:: Activity ::
Which lines in the listing below contain the word "path"? Copy each one.

:: Input records ::
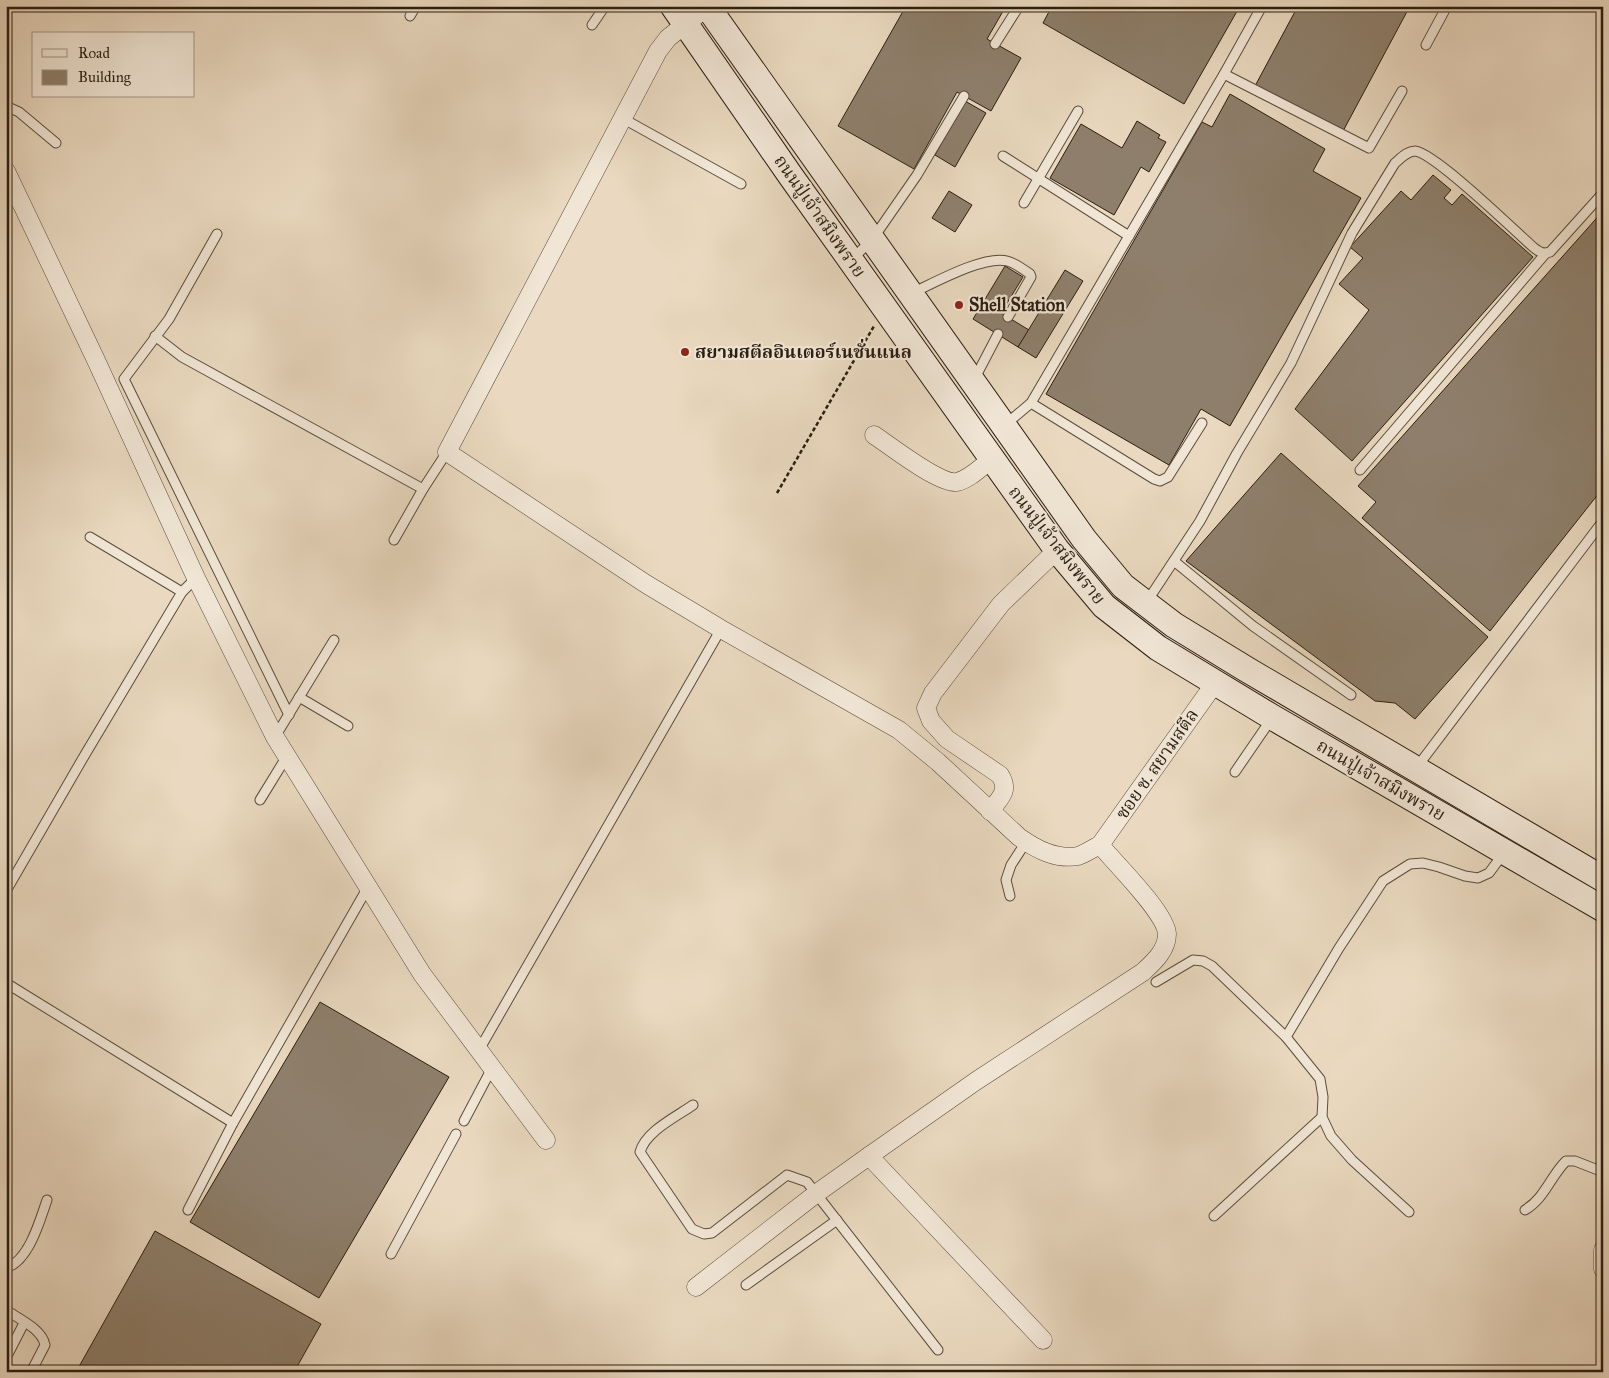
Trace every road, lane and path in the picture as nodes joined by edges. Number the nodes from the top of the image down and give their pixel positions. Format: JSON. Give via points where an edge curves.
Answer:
{"nodes":[{"id":1,"x":416,"y":6,"type":"edge"},
{"id":2,"x":605,"y":6,"type":"edge"},
{"id":3,"x":707,"y":6,"type":"edge"},
{"id":4,"x":1019,"y":6,"type":"edge"},
{"id":5,"x":1262,"y":6,"type":"edge"},
{"id":6,"x":1447,"y":6,"type":"edge"},
{"id":7,"x":679,"y":15,"type":"edge"},
{"id":8,"x":410,"y":16,"type":"dead end"},
{"id":9,"x":592,"y":26,"type":"dead end"},
{"id":10,"x":995,"y":44,"type":"dead end"},
{"id":11,"x":1426,"y":46,"type":"dead end"},
{"id":12,"x":1224,"y":74,"type":"junction"},
{"id":13,"x":1402,"y":91,"type":"dead end"},
{"id":14,"x":964,"y":96,"type":"dead end"},
{"id":15,"x":6,"y":106,"type":"edge"},
{"id":16,"x":1078,"y":111,"type":"dead end"},
{"id":17,"x":622,"y":118,"type":"junction"},
{"id":18,"x":56,"y":143,"type":"dead end"},
{"id":19,"x":1003,"y":156,"type":"dead end"},
{"id":20,"x":1038,"y":178,"type":"junction"},
{"id":21,"x":8,"y":180,"type":"edge"},
{"id":22,"x":741,"y":184,"type":"dead end"},
{"id":23,"x":1603,"y":192,"type":"edge"},
{"id":24,"x":1024,"y":203,"type":"dead end"},
{"id":25,"x":217,"y":234,"type":"dead end"},
{"id":26,"x":1129,"y":236,"type":"junction"},
{"id":27,"x":872,"y":240,"type":"junction"},
{"id":28,"x":1546,"y":253,"type":"junction"},
{"id":29,"x":851,"y":260,"type":"junction"},
{"id":30,"x":910,"y":294,"type":"junction"},
{"id":31,"x":885,"y":307,"type":"junction"},
{"id":32,"x":1008,"y":317,"type":"dead end"},
{"id":33,"x":998,"y":334,"type":"dead end"},
{"id":34,"x":156,"y":336,"type":"junction"},
{"id":35,"x":973,"y":382,"type":"junction"},
{"id":36,"x":1031,"y":403,"type":"junction"},
{"id":37,"x":1202,"y":423,"type":"dead end"},
{"id":38,"x":1003,"y":425,"type":"junction"},
{"id":39,"x":874,"y":435,"type":"dead end"},
{"id":40,"x":447,"y":452,"type":"junction"},
{"id":41,"x":992,"y":458,"type":"junction"},
{"id":42,"x":1360,"y":470,"type":"dead end"},
{"id":43,"x":423,"y":488,"type":"junction"},
{"id":44,"x":777,"y":492,"type":"dead end"},
{"id":45,"x":1603,"y":522,"type":"edge"},
{"id":46,"x":90,"y":537,"type":"dead end"},
{"id":47,"x":394,"y":540,"type":"dead end"},
{"id":48,"x":1057,"y":550,"type":"junction"},
{"id":49,"x":1174,"y":561,"type":"junction"},
{"id":50,"x":196,"y":578,"type":"junction"},
{"id":51,"x":182,"y":592,"type":"junction"},
{"id":52,"x":1146,"y":603,"type":"junction"},
{"id":53,"x":721,"y":629,"type":"junction"},
{"id":54,"x":334,"y":640,"type":"dead end"},
{"id":55,"x":1215,"y":683,"type":"junction"},
{"id":56,"x":1351,"y":696,"type":"dead end"},
{"id":57,"x":299,"y":697,"type":"junction"},
{"id":58,"x":288,"y":715,"type":"junction"},
{"id":59,"x":1272,"y":717,"type":"junction"},
{"id":60,"x":348,"y":726,"type":"dead end"},
{"id":61,"x":275,"y":737,"type":"junction"},
{"id":62,"x":287,"y":756,"type":"junction"},
{"id":63,"x":1415,"y":769,"type":"junction"},
{"id":64,"x":1236,"y":772,"type":"dead end"},
{"id":65,"x":260,"y":800,"type":"dead end"},
{"id":66,"x":990,"y":810,"type":"junction"},
{"id":67,"x":1026,"y":842,"type":"junction"},
{"id":68,"x":1100,"y":845,"type":"junction"},
{"id":69,"x":1504,"y":851,"type":"junction"},
{"id":70,"x":1603,"y":879,"type":"edge"},
{"id":71,"x":368,"y":887,"type":"junction"},
{"id":72,"x":6,"y":891,"type":"edge"},
{"id":73,"x":1010,"y":896,"type":"dead end"},
{"id":74,"x":1603,"y":909,"type":"edge"},
{"id":75,"x":1156,"y":982,"type":"dead end"},
{"id":76,"x":6,"y":983,"type":"edge"},
{"id":77,"x":1286,"y":1037,"type":"junction"},
{"id":78,"x":479,"y":1050,"type":"junction"},
{"id":79,"x":492,"y":1068,"type":"junction"},
{"id":80,"x":693,"y":1105,"type":"dead end"},
{"id":81,"x":1322,"y":1117,"type":"junction"},
{"id":82,"x":464,"y":1121,"type":"dead end"},
{"id":83,"x":233,"y":1123,"type":"junction"},
{"id":84,"x":456,"y":1134,"type":"dead end"},
{"id":85,"x":546,"y":1140,"type":"dead end"},
{"id":86,"x":869,"y":1156,"type":"junction"},
{"id":87,"x":1603,"y":1172,"type":"edge"},
{"id":88,"x":816,"y":1194,"type":"junction"},
{"id":89,"x":47,"y":1200,"type":"dead end"},
{"id":90,"x":188,"y":1210,"type":"dead end"},
{"id":91,"x":1525,"y":1210,"type":"dead end"},
{"id":92,"x":1409,"y":1212,"type":"dead end"},
{"id":93,"x":1214,"y":1216,"type":"dead end"},
{"id":94,"x":837,"y":1220,"type":"junction"},
{"id":95,"x":1603,"y":1250,"type":"edge"},
{"id":96,"x":391,"y":1254,"type":"dead end"},
{"id":97,"x":6,"y":1268,"type":"edge"},
{"id":98,"x":1603,"y":1269,"type":"edge"},
{"id":99,"x":746,"y":1285,"type":"dead end"},
{"id":100,"x":696,"y":1287,"type":"dead end"},
{"id":101,"x":6,"y":1310,"type":"edge"},
{"id":102,"x":24,"y":1323,"type":"junction"},
{"id":103,"x":1043,"y":1340,"type":"dead end"},
{"id":104,"x":938,"y":1350,"type":"dead end"},
{"id":105,"x":6,"y":1358,"type":"edge"},
{"id":106,"x":31,"y":1372,"type":"edge"}],
"edges":[{"from":1,"to":8,"type":"lane"},
{"from":2,"to":9,"type":"lane"},
{"from":3,"to":7,"type":"street"},
{"from":3,"to":27,"type":"main road","name":"ถนนปู่เจ้าสมิงพราย"},
{"from":4,"to":10,"type":"lane"},
{"from":5,"to":12,"type":"lane"},
{"from":6,"to":11,"type":"lane"},
{"from":7,"to":17,"type":"street"},
{"from":7,"to":29,"type":"main road","name":"ถนนปู่เจ้าสมิงพราย"},
{"from":12,"to":13,"type":"lane","via":[[1369,148]]},
{"from":12,"to":26,"type":"lane"},
{"from":14,"to":27,"type":"lane","via":[[917,175]]},
{"from":15,"to":18,"type":"lane","via":[[19,112]]},
{"from":16,"to":20,"type":"lane"},
{"from":17,"to":22,"type":"lane"},
{"from":17,"to":40,"type":"street"},
{"from":19,"to":20,"type":"lane"},
{"from":20,"to":24,"type":"lane"},
{"from":20,"to":26,"type":"lane"},
{"from":21,"to":50,"type":"street","via":[[95,358]]},
{"from":23,"to":28,"type":"lane"},
{"from":25,"to":34,"type":"lane"},
{"from":26,"to":36,"type":"lane"},
{"from":27,"to":29,"type":"lane"},
{"from":27,"to":30,"type":"main road","name":"ถนนปู่เจ้าสมิงพราย"},
{"from":28,"to":42,"type":"lane"},
{"from":28,"to":49,"type":"lane","via":[[1532,247],[1453,175],[1425,155],[1414,151],[1404,155],[1352,233],[1292,363]]},
{"from":29,"to":31,"type":"main road","name":"ถนนปู่เจ้าสมิงพราย"},
{"from":30,"to":32,"type":"lane","via":[[970,267],[994,260],[1009,261],[1031,277]]},
{"from":30,"to":35,"type":"main road","name":"ถนนปู่เจ้าสมิงพราย"},
{"from":31,"to":41,"type":"main road","name":"ถนนปู่เจ้าสมิงพราย"},
{"from":31,"to":44,"type":"path"},
{"from":33,"to":35,"type":"lane"},
{"from":34,"to":43,"type":"lane","via":[[182,357]]},
{"from":34,"to":58,"type":"lane","via":[[124,379]]},
{"from":35,"to":38,"type":"main road","name":"ถนนปู่เจ้าสมิงพราย"},
{"from":36,"to":37,"type":"lane","via":[[1160,481],[1168,477]]},
{"from":36,"to":38,"type":"lane"},
{"from":38,"to":52,"type":"main road","name":"ถนนปู่เจ้าสมิงพราย","via":[[1084,539],[1124,586]]},
{"from":39,"to":41,"type":"street","via":[[945,480],[956,482],[968,477]]},
{"from":40,"to":43,"type":"lane"},
{"from":40,"to":53,"type":"street","via":[[646,584]]},
{"from":41,"to":48,"type":"main road","name":"ถนนปู่เจ้าสมิงพราย"},
{"from":43,"to":47,"type":"lane"},
{"from":45,"to":63,"type":"lane"},
{"from":46,"to":51,"type":"lane"},
{"from":48,"to":55,"type":"main road","name":"ถนนปู่เจ้าสมิงพราย","via":[[1104,606],[1158,648]]},
{"from":48,"to":66,"type":"street","via":[[1001,604],[933,693],[926,708],[931,721],[947,739],[1000,775],[1005,783],[1004,792]]},
{"from":49,"to":52,"type":"lane"},
{"from":49,"to":56,"type":"lane","via":[[1253,626]]},
{"from":50,"to":51,"type":"lane"},
{"from":50,"to":61,"type":"street"},
{"from":51,"to":72,"type":"lane"},
{"from":52,"to":63,"type":"main road","name":"ถนนปู่เจ้าสมิงพราย","via":[[1174,625]]},
{"from":53,"to":66,"type":"street","via":[[899,730]]},
{"from":53,"to":78,"type":"lane"},
{"from":54,"to":57,"type":"lane"},
{"from":55,"to":59,"type":"main road","name":"ถนนปู่เจ้าสมิงพราย"},
{"from":55,"to":68,"type":"street","name":"ซอย ช. สยามสตีล"},
{"from":57,"to":58,"type":"lane"},
{"from":57,"to":60,"type":"lane"},
{"from":58,"to":61,"type":"lane"},
{"from":59,"to":64,"type":"lane"},
{"from":59,"to":69,"type":"main road","name":"ถนนปู่เจ้าสมิงพราย"},
{"from":61,"to":62,"type":"street"},
{"from":62,"to":65,"type":"lane"},
{"from":62,"to":71,"type":"street"},
{"from":63,"to":70,"type":"main road","name":"ถนนปู่เจ้าสมิงพราย"},
{"from":66,"to":67,"type":"street"},
{"from":67,"to":68,"type":"street","via":[[1055,856],[1079,856]]},
{"from":67,"to":73,"type":"lane","via":[[1011,865],[1006,880]]},
{"from":68,"to":86,"type":"street","via":[[1163,922],[1167,934],[1158,959]]},
{"from":69,"to":74,"type":"main road","name":"ถนนปู่เจ้าสมิงพราย"},
{"from":69,"to":77,"type":"lane","via":[[1489,873],[1478,878],[1423,863],[1410,864],[1383,881]]},
{"from":71,"to":78,"type":"street","via":[[422,974]]},
{"from":71,"to":83,"type":"lane"},
{"from":75,"to":77,"type":"lane","via":[[1193,960],[1203,961]]},
{"from":76,"to":83,"type":"lane"},
{"from":77,"to":81,"type":"lane","via":[[1320,1079]]},
{"from":78,"to":79,"type":"street"},
{"from":79,"to":82,"type":"lane"},
{"from":79,"to":85,"type":"street"},
{"from":80,"to":88,"type":"lane","via":[[650,1135],[640,1152],[692,1229],[704,1234],[712,1233],[787,1175],[807,1182]]},
{"from":81,"to":92,"type":"lane","via":[[1331,1136],[1352,1160]]},
{"from":81,"to":93,"type":"lane"},
{"from":83,"to":90,"type":"lane"},
{"from":84,"to":96,"type":"lane"},
{"from":86,"to":88,"type":"street"},
{"from":86,"to":103,"type":"street"},
{"from":87,"to":91,"type":"lane","via":[[1575,1161],[1566,1161],[1556,1171],[1546,1191]]},
{"from":88,"to":94,"type":"lane"},
{"from":88,"to":100,"type":"street"},
{"from":89,"to":97,"type":"lane","via":[[28,1250]]},
{"from":94,"to":99,"type":"lane"},
{"from":94,"to":104,"type":"lane"},
{"from":95,"to":98,"type":"street"},
{"from":101,"to":102,"type":"lane"},
{"from":102,"to":105,"type":"lane"},
{"from":102,"to":106,"type":"lane","via":[[44,1339],[45,1345]]}]}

:: Solution ::
Trace every road, lane and path in the picture as nodes joined by edges. Number the nodes from the top of the image down and give their pixel positions. Format: JSON. Give via points where an edge curves.
{"from":31,"to":44,"type":"path"},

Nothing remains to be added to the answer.